Questo libro nasce dal desiderio di risalire alle radici della poesia di Pasolini, dal desiderio di coglierne la bellezza e l’alchimia nascosta. Ed è stato scritto da una lettrice leale di Pasolini. La disposizione d’animo dei lettori leali è simile al deserto interiore degli eremiti: si dilata fino a creare vastità capaci di accogliere parole indifese, vulnerabili, spesso postume, in ogni caso parole che il poeta non può spiegare, precisare o circostanziare. Quella dei lettori leali, insomma, è una dimensione muta, silente, popolata da visioni create unicamente dal disegno della scrittura.
Anche per Pasolini tanti specialisti si sono seduti ed esercitati in questa lealtà. Tuttavia il poeta di Casarsa (che a Casarsa non nacque), il poeta delle borgate romane (che nelle borgate non abitò mai), troppe volte ci sembra irretito nella pania di letture ideologicamente faziose e ingenerose rispetto alla pura bellezza conoscitiva dei suoi versi.
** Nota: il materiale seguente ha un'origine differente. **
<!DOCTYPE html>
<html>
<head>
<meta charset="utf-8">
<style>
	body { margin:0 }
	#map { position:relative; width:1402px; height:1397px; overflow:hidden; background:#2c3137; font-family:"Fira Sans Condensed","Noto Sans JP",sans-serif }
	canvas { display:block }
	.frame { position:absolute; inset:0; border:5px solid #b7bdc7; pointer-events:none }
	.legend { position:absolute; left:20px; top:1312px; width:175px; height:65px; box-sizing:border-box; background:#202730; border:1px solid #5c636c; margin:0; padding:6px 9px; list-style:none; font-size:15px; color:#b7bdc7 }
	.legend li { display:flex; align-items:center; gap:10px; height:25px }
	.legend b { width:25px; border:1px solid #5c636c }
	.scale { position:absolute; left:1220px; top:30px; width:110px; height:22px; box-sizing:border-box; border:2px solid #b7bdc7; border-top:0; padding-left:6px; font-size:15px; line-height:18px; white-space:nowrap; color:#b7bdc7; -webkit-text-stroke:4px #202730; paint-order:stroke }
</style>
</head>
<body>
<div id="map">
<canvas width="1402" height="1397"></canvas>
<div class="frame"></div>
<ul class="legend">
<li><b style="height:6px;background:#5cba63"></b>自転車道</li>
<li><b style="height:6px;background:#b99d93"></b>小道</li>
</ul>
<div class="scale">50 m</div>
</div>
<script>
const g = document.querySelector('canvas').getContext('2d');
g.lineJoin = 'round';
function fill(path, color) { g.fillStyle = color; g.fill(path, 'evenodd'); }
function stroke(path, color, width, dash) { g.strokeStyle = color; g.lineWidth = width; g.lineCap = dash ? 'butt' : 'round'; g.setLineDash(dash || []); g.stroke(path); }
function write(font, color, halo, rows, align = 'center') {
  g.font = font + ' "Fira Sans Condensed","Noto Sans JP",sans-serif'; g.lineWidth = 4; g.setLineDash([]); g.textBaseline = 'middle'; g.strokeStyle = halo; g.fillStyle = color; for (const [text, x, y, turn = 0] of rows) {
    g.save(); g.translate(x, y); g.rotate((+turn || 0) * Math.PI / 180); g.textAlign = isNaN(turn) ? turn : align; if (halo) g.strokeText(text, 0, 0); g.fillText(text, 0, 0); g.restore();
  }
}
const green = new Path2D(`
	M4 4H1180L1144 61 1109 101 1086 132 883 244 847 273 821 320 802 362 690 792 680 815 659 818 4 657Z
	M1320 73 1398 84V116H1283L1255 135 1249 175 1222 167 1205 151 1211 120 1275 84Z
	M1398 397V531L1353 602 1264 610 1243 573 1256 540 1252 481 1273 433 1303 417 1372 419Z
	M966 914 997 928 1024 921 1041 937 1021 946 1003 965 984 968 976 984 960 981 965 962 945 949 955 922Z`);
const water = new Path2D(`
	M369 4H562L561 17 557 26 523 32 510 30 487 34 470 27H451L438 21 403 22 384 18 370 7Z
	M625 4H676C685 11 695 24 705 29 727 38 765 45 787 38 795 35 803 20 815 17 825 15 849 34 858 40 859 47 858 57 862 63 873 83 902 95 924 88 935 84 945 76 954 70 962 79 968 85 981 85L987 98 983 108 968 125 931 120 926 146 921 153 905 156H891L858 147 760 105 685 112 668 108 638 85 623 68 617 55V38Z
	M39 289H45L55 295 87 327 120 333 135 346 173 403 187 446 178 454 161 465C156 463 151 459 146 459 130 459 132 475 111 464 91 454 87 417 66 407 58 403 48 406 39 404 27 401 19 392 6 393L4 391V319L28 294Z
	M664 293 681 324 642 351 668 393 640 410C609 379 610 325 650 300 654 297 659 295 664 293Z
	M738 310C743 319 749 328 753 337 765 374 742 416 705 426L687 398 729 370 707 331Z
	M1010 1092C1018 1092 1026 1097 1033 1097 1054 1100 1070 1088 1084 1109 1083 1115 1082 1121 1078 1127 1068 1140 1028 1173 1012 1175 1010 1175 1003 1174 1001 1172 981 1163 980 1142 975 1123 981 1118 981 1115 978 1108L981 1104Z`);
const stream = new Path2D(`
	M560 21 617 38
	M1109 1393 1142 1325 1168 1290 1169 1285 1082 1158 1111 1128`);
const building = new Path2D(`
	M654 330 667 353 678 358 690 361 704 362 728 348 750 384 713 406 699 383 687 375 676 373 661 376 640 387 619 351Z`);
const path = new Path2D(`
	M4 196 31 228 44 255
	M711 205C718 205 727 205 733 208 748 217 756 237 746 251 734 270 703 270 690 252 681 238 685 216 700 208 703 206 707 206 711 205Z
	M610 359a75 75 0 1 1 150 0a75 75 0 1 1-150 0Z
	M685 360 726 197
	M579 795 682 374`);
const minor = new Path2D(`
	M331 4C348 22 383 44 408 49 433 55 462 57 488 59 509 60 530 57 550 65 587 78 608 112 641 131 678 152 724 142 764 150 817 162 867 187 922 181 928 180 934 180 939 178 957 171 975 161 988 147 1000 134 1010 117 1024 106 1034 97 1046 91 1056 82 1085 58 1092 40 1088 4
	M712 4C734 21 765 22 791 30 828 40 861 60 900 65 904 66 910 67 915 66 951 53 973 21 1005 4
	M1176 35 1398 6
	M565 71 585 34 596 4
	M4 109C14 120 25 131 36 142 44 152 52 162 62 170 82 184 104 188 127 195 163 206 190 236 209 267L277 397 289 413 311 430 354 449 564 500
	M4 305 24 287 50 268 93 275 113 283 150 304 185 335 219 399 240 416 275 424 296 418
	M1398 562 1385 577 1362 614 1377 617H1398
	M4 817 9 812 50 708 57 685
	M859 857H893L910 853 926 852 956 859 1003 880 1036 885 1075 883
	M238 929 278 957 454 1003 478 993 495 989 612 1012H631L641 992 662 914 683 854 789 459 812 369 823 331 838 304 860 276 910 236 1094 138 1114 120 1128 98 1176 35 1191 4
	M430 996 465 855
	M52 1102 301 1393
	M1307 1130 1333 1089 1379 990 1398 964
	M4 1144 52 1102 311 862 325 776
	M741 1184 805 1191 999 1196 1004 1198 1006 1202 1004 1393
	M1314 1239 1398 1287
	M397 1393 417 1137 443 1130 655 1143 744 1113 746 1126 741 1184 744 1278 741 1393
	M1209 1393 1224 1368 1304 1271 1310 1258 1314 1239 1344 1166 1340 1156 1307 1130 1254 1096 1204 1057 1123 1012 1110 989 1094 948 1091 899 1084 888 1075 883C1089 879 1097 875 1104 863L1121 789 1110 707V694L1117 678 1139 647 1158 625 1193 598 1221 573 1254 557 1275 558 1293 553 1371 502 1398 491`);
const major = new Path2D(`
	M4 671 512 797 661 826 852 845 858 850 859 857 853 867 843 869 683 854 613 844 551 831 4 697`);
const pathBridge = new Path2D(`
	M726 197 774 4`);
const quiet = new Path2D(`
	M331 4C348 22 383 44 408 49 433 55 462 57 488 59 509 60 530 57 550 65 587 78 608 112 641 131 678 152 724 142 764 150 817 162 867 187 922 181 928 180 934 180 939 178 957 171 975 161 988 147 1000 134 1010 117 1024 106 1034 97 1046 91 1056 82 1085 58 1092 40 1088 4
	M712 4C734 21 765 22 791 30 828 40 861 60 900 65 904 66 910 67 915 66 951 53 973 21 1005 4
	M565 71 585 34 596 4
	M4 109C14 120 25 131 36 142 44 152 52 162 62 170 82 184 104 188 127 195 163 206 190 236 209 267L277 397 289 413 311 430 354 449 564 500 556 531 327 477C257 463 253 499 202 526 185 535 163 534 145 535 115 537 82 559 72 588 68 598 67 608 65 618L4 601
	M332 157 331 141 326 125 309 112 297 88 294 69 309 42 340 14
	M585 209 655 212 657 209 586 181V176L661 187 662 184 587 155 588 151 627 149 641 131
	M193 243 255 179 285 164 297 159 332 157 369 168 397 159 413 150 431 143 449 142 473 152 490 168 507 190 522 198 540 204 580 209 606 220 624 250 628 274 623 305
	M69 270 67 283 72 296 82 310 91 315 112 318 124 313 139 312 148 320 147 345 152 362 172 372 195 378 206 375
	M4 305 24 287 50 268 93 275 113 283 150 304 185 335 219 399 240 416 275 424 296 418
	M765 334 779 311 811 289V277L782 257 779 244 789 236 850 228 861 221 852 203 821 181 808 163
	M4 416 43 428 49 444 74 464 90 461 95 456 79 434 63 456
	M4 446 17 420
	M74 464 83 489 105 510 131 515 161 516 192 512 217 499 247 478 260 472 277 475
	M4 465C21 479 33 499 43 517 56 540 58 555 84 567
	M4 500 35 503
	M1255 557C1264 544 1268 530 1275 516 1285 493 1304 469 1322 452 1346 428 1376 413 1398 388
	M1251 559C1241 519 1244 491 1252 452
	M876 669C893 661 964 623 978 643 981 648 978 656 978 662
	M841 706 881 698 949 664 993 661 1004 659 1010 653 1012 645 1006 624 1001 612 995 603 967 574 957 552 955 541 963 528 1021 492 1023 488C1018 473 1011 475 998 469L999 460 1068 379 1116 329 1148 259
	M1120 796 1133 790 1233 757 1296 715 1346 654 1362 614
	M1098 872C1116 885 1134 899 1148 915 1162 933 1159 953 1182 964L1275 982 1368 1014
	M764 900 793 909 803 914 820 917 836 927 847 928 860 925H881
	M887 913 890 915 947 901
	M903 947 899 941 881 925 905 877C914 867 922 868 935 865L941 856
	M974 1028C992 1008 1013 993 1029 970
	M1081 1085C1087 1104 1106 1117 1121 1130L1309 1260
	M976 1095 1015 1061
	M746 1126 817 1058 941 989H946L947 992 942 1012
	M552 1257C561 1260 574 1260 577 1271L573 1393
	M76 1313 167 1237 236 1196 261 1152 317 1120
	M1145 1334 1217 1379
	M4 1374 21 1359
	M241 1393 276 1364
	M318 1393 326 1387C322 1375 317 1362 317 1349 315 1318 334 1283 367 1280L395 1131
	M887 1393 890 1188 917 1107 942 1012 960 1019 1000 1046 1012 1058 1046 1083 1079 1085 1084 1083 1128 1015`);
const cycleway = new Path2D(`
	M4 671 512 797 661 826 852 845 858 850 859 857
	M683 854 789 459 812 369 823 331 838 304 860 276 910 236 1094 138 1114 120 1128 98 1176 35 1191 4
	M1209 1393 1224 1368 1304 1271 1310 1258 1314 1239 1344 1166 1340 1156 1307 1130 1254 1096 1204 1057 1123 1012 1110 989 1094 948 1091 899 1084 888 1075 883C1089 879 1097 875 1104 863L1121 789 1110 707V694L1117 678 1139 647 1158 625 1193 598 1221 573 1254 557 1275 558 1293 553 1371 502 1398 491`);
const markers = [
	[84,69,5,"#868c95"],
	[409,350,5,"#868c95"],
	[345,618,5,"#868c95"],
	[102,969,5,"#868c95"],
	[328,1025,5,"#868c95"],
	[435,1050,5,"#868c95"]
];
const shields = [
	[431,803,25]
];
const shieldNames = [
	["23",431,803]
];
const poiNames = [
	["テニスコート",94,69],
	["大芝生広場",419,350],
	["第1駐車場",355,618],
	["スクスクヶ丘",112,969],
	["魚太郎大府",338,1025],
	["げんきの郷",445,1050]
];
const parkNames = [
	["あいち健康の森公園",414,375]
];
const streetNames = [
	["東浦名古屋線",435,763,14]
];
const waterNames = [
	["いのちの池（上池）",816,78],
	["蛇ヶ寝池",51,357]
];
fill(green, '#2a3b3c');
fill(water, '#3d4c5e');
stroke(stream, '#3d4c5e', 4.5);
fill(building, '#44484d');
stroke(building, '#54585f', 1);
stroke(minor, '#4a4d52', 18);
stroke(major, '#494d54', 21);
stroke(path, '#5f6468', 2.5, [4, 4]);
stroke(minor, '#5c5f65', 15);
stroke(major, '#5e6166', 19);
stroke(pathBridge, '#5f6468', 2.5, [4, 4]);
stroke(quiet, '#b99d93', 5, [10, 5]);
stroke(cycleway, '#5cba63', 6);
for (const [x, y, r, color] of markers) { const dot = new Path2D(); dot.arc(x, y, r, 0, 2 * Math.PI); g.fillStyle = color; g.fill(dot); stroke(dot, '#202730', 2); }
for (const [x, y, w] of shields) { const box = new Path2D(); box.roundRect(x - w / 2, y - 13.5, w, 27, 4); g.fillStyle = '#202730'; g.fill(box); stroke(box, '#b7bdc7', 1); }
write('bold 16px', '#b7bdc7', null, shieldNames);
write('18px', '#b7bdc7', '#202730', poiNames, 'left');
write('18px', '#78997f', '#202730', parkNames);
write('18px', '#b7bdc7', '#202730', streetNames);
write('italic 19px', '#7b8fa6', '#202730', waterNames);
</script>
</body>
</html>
Per fortuna Pasolini è inafferrabile. Ha rischiato di soccombere in vita al conformismo benpensante ed è sempre minacciato post mortem dall’anticonformismo incolto. Ma, come direbbe Dante, grazie al «grande amore e al lungo studio» di moltitudini di lettori che attraverso la sua poesia intendono conoscere, egli continua a sopravvivere indenne a tutte le mode critiche che hanno tentato di consegnarlo ai posteri sotto questa o quella bandiera. Troppo a lungo la sua poesia, per esempio, è stata generosamente interpretata […] alla sola luce della militanza intellettuale e della critica culturale; lontano da qualunque chiarore, diciamo così, metafisico, alla luce del quale osservare le zone umbratili e difficilmente misurabili dell’esistenza umana. Esaltare, cioè, solo la portata filosofico-politica dell’esperienza estetica di Pasolini significa negare la naturale attitudine di Pasolini ad esplorare l’aspetto trasumanato della Storia.
Come tutte le ipoteche anche quella politico-ideologica ha finito, per reazione, per ingenerare pregiudizi inverosimili e nocivi: esoterismo, fascino dell’indicibile, primitivismo, inadeguatezza conoscitiva del medium linguistico, abbandono all’irrazionale come unica via per percepire il mondo, resa al nichilismo di una cultura balbuziente… Invece non bisognerebbe mai perdere di vista il fatto che Pasolini è stato anzitutto un poeta. E che la sua poesia è un prezioso impasto di elementi compositi ma limpidi, nutrita in profondità dalla lettura dei grandi testi della letteratura italiana e latina di cui per tutta la vita fu appassionato frequentatore.

"Pietà per la creatura!" di Michela Mastrodonato. Copertina
“Pietà per la creatura!” di Michela Mastrodonato. Copertina

Dunque, anche per un discorso che risalga alle fonti dell’ispirazione poetica pasoliniana e per così dire alla preistoria delle sue soluzioni estetiche, sarebbe bene cominciare dal principio, e volgere la nostra attenzione al dialogo instancabile che egli intrattenne con le humanae litterae che furono il nutrimento essenziale del suo percorso intellettuale. Scopriremo, così, una vigorosa attitudine all’ascolto de La poesia della tradizione (testo tra i più ispirati dell’ultima raccolta Trasumanar e organizzar).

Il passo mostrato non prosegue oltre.